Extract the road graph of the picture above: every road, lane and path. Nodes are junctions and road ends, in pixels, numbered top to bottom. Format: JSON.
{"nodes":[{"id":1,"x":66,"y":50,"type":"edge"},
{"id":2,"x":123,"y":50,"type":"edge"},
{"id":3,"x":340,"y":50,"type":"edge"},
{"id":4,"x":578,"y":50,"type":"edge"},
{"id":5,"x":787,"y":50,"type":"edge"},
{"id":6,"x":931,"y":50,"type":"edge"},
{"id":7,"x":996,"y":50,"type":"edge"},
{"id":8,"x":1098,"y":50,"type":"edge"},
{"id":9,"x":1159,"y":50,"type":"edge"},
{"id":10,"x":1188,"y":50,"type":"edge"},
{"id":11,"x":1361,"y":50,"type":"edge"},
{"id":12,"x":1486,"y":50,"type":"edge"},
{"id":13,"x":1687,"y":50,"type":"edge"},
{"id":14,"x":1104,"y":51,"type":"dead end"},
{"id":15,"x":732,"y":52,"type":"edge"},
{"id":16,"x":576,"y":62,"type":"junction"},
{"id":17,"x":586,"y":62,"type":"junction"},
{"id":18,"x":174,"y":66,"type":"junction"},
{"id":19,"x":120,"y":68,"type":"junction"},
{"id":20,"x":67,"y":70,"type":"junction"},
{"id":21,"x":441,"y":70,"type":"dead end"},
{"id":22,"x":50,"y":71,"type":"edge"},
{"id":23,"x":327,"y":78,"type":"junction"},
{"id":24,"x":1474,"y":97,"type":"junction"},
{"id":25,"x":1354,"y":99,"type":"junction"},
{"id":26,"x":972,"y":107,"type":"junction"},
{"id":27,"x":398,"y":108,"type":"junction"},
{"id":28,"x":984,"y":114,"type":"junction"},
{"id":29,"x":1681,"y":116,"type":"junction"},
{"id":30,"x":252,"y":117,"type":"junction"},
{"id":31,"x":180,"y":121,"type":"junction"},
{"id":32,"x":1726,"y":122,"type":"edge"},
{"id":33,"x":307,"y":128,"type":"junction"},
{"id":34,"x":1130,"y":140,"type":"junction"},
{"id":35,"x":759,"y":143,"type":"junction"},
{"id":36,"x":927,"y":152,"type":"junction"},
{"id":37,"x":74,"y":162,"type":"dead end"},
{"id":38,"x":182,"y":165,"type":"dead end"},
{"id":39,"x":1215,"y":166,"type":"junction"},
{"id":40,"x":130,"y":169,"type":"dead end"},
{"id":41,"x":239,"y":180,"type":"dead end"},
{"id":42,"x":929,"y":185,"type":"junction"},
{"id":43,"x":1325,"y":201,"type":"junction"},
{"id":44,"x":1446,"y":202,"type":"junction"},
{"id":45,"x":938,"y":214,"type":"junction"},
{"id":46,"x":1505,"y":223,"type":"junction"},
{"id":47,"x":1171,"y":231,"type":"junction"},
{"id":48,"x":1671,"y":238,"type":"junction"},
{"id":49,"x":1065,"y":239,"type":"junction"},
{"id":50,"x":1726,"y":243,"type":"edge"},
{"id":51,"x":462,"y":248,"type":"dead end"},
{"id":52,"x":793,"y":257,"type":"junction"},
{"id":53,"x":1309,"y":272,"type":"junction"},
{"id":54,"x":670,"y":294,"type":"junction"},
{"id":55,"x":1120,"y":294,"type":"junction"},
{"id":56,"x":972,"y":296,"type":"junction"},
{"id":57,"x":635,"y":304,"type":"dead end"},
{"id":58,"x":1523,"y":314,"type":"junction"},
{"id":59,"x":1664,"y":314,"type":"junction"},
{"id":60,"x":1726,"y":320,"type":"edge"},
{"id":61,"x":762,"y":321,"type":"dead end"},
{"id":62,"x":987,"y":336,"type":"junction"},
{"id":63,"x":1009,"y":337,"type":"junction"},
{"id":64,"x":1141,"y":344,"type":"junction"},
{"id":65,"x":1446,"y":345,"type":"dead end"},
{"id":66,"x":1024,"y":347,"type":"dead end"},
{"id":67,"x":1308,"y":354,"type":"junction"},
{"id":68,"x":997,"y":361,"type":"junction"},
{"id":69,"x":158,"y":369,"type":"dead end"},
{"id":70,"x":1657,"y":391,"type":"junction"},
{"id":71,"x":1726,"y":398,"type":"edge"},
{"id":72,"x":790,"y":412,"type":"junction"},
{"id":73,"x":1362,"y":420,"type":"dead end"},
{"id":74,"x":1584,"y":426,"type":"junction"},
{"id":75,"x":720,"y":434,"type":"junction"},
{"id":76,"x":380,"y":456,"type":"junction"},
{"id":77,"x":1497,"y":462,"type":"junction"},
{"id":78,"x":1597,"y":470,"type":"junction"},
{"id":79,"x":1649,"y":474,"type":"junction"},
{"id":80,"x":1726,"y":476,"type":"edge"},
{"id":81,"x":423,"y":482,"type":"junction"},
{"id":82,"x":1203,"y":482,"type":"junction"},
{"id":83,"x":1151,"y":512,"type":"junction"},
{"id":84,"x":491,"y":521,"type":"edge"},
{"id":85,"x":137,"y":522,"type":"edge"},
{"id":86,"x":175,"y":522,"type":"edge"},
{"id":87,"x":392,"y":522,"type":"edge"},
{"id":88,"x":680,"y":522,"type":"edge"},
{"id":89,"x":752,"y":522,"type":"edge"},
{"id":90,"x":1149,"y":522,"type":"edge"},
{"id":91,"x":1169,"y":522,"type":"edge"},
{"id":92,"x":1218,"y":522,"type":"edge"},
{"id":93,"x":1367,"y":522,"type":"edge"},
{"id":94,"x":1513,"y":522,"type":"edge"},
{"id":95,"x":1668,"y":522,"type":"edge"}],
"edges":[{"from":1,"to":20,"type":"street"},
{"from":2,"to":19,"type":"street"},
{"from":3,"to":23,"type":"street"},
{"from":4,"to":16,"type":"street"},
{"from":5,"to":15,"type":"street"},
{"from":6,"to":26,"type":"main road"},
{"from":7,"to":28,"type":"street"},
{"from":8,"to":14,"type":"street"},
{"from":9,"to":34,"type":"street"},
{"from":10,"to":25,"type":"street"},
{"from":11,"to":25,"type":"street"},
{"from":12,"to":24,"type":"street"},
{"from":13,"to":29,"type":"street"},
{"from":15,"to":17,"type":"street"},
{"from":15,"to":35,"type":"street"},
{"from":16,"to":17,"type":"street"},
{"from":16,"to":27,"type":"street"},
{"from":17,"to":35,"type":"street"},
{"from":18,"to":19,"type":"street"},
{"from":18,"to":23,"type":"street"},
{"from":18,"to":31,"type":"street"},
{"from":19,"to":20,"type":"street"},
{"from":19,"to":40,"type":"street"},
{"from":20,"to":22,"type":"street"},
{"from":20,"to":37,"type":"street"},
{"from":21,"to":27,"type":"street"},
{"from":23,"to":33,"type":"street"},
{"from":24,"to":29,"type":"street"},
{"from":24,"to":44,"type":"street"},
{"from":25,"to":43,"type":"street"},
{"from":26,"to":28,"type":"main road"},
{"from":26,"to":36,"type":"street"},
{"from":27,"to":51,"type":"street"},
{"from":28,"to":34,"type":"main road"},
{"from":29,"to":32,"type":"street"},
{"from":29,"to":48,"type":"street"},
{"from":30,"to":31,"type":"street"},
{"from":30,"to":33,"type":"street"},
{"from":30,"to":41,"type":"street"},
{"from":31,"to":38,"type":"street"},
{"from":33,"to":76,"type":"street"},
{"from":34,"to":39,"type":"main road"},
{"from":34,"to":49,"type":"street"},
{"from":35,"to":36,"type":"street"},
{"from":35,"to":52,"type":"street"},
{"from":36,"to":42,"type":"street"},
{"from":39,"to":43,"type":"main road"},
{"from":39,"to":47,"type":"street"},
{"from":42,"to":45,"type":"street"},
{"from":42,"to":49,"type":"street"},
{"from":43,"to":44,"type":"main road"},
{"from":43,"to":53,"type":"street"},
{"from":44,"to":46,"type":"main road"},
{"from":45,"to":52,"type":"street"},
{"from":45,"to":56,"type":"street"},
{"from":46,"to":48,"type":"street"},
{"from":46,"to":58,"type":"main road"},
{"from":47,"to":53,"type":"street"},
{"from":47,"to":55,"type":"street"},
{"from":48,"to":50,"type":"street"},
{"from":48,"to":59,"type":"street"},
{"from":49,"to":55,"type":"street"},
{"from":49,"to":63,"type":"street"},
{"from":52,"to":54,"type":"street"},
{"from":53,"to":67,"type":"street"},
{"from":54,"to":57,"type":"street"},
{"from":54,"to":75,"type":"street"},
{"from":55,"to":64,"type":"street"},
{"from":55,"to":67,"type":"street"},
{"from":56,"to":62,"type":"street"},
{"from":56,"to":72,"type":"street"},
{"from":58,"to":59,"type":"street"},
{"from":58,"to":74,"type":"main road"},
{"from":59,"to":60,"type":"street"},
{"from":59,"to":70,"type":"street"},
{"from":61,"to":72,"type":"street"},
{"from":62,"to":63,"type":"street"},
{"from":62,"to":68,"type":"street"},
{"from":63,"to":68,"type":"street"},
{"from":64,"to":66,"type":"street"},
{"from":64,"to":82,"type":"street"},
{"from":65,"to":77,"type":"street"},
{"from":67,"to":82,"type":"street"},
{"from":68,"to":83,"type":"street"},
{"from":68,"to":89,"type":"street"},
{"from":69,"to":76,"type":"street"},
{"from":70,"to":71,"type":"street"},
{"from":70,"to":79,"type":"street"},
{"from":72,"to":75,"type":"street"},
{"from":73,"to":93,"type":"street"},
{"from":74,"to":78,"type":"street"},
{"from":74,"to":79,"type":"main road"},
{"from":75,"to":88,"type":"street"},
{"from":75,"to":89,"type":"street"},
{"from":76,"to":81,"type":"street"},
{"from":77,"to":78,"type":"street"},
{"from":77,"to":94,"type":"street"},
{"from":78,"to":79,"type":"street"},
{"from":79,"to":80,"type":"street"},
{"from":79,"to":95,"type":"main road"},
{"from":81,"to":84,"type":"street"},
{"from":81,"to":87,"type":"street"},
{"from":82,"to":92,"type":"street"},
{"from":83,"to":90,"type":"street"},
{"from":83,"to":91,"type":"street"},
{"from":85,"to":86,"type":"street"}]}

********

### What this task involves
Show all lines in the entries above where the string "road" appears.

### Response to the exercise
Extract the road graph of the picture above: every road, lane and path. Nodes are junctions and road ends, in pixels, numbered top to bottom. Format: JSON.
{"from":6,"to":26,"type":"main road"},
{"from":26,"to":28,"type":"main road"},
{"from":28,"to":34,"type":"main road"},
{"from":34,"to":39,"type":"main road"},
{"from":39,"to":43,"type":"main road"},
{"from":43,"to":44,"type":"main road"},
{"from":44,"to":46,"type":"main road"},
{"from":46,"to":58,"type":"main road"},
{"from":58,"to":74,"type":"main road"},
{"from":74,"to":79,"type":"main road"},
{"from":79,"to":95,"type":"main road"},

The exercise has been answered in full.